I have a coworker, we will refer to him as Toby, who is a gym fanatic and a “clean-eating” guru. There is not a single person on this earth who feels as though they are more entitled to an opinion about the solids and liquids that enters their body, as well as other people’s bodies. If you eat anything out of the “clean-eating” realm of acceptable solids and liquids, you’re lower than pond scum — you’re a weak-minded, body-abusive simpleton who cannot make good eating choices and who doesn’t use MyFitnessPal like some kind of “casual.”

Your burger and fries will always receive a scoff, that new seasonal beer special in your hand is “single-handedly destroying your innards,” and you’re making a grave mistake by not heeding the unsolicited advice you receive on a daily basis.

From the bottom of my heart, Toby: Fuck your diet.

Listen, I’m sure that the strict number of calories that you’re obsessively tracking and the quality of the food that must be strictly organic has some kind of impact on your life. I’m sure that there’s nothing boring about boiled chicken, brown rice, and steamed spinach, and I can assure you that I’m doubled over in jealousy that you make your meals ahead of time and portion the correct amounts for each of your six meals every day. I don’t need coffee or delicious beverages made from barely and hops. My body is a goddamn temple and my palette has never been cleaner with the absence of the poison I used to put into it.

But let’s get one thing straight here, Toby: My body is my body. I can do whatever the hell I want to do with it. If I want to have leftover pizza and a bloody mary for breakfast, then I will, because damn it, I like tomatoes. And if my lunch happens to be a Wendy’s #4 with a big Dr. Pepper, then you bet your sweet ass that I’m going to eat it right in front of you and let the sweet juice of beef, cheese and bacon drip onto the napkin that’s on my shirt while I watch you pretend to smile as you choke down a kale shake. When’s the last time you brought a sandwich from home and put Doritos in it for that extra crunch that it really needed? Don’t cry to me when everyone else wants to go to the watering hole and order mozzarella sticks and you’re asking the bartender about getting the bacon held from your wedge salad. Have you seen my 999 All-Star trophy mug? I know, it’s bigger than your Tough Mudder participant medal.

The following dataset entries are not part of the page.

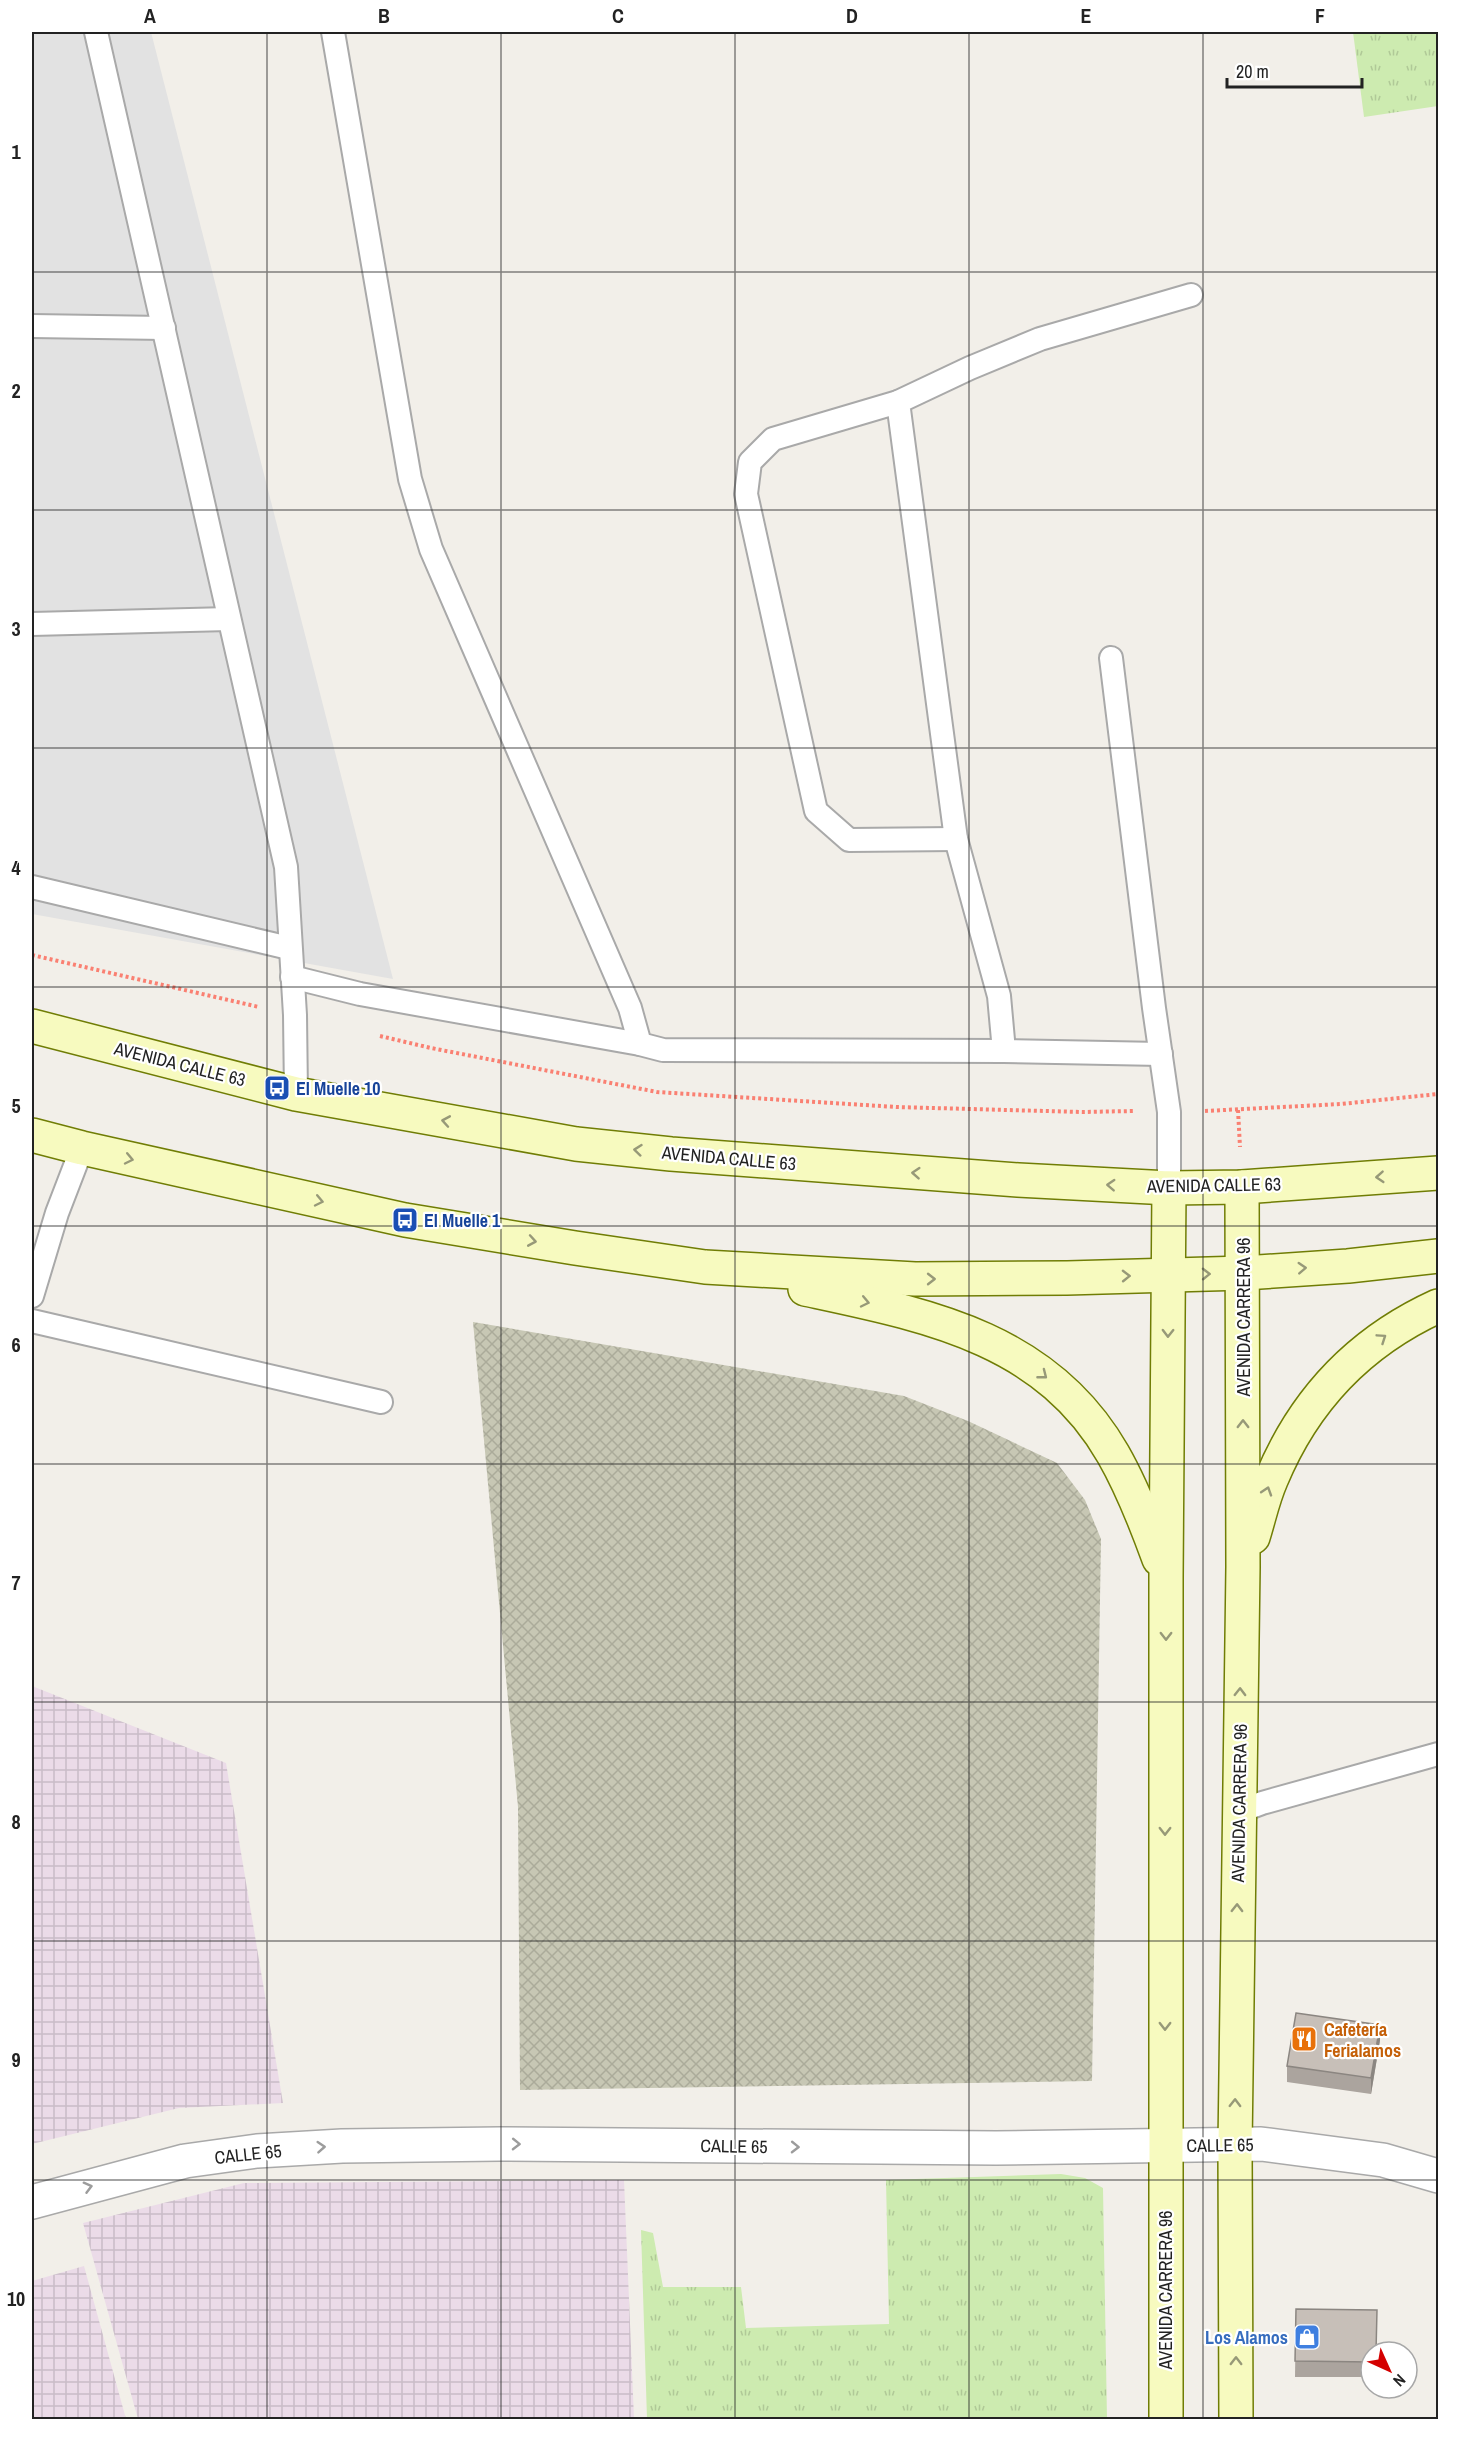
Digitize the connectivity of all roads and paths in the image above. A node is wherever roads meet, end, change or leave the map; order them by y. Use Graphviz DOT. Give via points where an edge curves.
graph roads {
  1 [pos="96,32"];
  2 [pos="333,32"];
  3 [pos="1191,295"];
  4 [pos="32,326"];
  5 [pos="164,328"];
  6 [pos="898,402"];
  7 [pos="229,619"];
  8 [pos="32,624"];
  9 [pos="1111,658"];
  10 [pos="956,839"];
  11 [pos="32,887"];
  12 [pos="290,948"];
  13 [pos="291,977"];
  14 [pos="32,1026"];
  15 [pos="640,1044"];
  16 [pos="1004,1051"];
  17 [pos="1161,1054"];
  18 [pos="296,1094"];
  19 [pos="32,1135"];
  20 [pos="82,1148"];
  21 [pos="1438,1173"];
  22 [pos="1242,1187"];
  23 [pos="1169,1188"];
  24 [pos="1438,1256"];
  25 [pos="705,1267"];
  26 [pos="1244,1273"];
  27 [pos="1169,1274"];
  28 [pos="32,1296"];
  29 [pos="1438,1306"];
  30 [pos="32,1321"];
  31 [pos="381,1402"];
  32 [pos="1243,1567"];
  33 [pos="1166,1577"];
  34 [pos="1438,1754"];
  35 [pos="1238,1812"];
  36 [pos="1165,2146"];
  37 [pos="1235,2146"];
  38 [pos="1438,2176"];
  39 [pos="32,2202"];
  40 [pos="1166,2420"];
  41 [pos="1236,2420"];
  1 -- 5 [label="lane"];
  2 -- 15 [label="lane" via="410,479 431,549 630,1008"];
  3 -- 6 [label="lane" via="1040,339"];
  4 -- 5 [label="lane"];
  5 -- 7 [label="lane"];
  6 -- 10 [label="lane"];
  6 -- 10 [label="lane" via="773,439 750,462 746,494 816,811 849,840"];
  7 -- 8 [label="lane"];
  7 -- 12 [label="lane" via="286,867"];
  9 -- 17 [label="lane"];
  10 -- 16 [label="lane" via="999,996"];
  11 -- 12 [label="lane"];
  12 -- 13 [label="lane"];
  13 -- 15 [label="lane" via="360,994"];
  13 -- 18 [label="lane"];
  14 -- 18 [label="main road, AVENIDA CALLE 63"];
  15 -- 16 [label="lane" via="663,1050"];
  16 -- 17 [label="lane"];
  17 -- 23 [label="lane" via="1169,1112"];
  23 -- 18 [label="main road, AVENIDA CALLE 63, one-way" via="1018,1180 576,1144"];
  19 -- 20 [label="main road"];
  20 -- 25 [label="main road, one-way" via="405,1220"];
  20 -- 28 [label="lane"];
  21 -- 22 [label="main road, AVENIDA CALLE 63, one-way"];
  22 -- 23 [label="main road, AVENIDA CALLE 63"];
  22 -- 26 [label="main road, AVENIDA CARRERA 96"];
  23 -- 27 [label="main road, AVENIDA CARRERA 96"];
  26 -- 24 [label="main road, one-way"];
  25 -- 27 [label="main road, one-way" via="915,1279"];
  25 -- 33 [label="main road, one-way" via="925,1316 1010,1351 1046,1376 1082,1411 1113,1453"];
  27 -- 26 [label="main road, one-way"];
  32 -- 26 [label="main road, AVENIDA CARRERA 96, one-way"];
  27 -- 33 [label="main road, AVENIDA CARRERA 96, one-way"];
  32 -- 29 [label="main road, one-way" via="1270,1481 1289,1440 1311,1407 1345,1367 1378,1340"];
  30 -- 31 [label="lane"];
  35 -- 32 [label="main road, AVENIDA CARRERA 96, one-way"];
  33 -- 36 [label="main road, AVENIDA CARRERA 96, one-way"];
  34 -- 35 [label="lane"];
  37 -- 35 [label="main road, AVENIDA CARRERA 96, one-way"];
  36 -- 37 [label="street, CALLE 65"];
  39 -- 36 [label="street, CALLE 65, one-way" via="185,2161 257,2151 342,2146"];
  36 -- 40 [label="main road, AVENIDA CARRERA 96"];
  37 -- 38 [label="street, CALLE 65" via="1261,2144 1383,2160"];
  41 -- 37 [label="main road, AVENIDA CARRERA 96, one-way"];
}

“But bro, do you even lift?” You mean, do I pay a monthly fine to go to a rebranded Subway in a common shopping plaza to lift weights that people of with unknown communicable diseases have been touching all day, all to fulfill some kind of bizarre expectation for men that was created by biased advertisers and other delusional media outlets? Fuck no. I have a set of adjustable dumbbells, a curl bar, and a pull-up bar in my apartment. These things get used maybe three times a week, if it’s feasible. They’re mine, I know they’re relatively clean, and they do everything I need them to do — shock the biceps, lock up the shoulders, rock the abs, and finish up with some cardio.

I like to keep my body guessing. You won’t find me in some CrossFit dungeon, balancing barbells on my shoulders while I leapfrog yoga balls on roller skates. I like my spinal column intact.

So let’s just get one thing clear: I don’t have time for your daily sermon about the Good News of FitFam today, and you don’t have to listen to my mocking enthusiasm about whatever you deem fit to spew about today. Let me enjoy my burrito, and I’ll leave you to this hour’s portion of chicken and beans, k?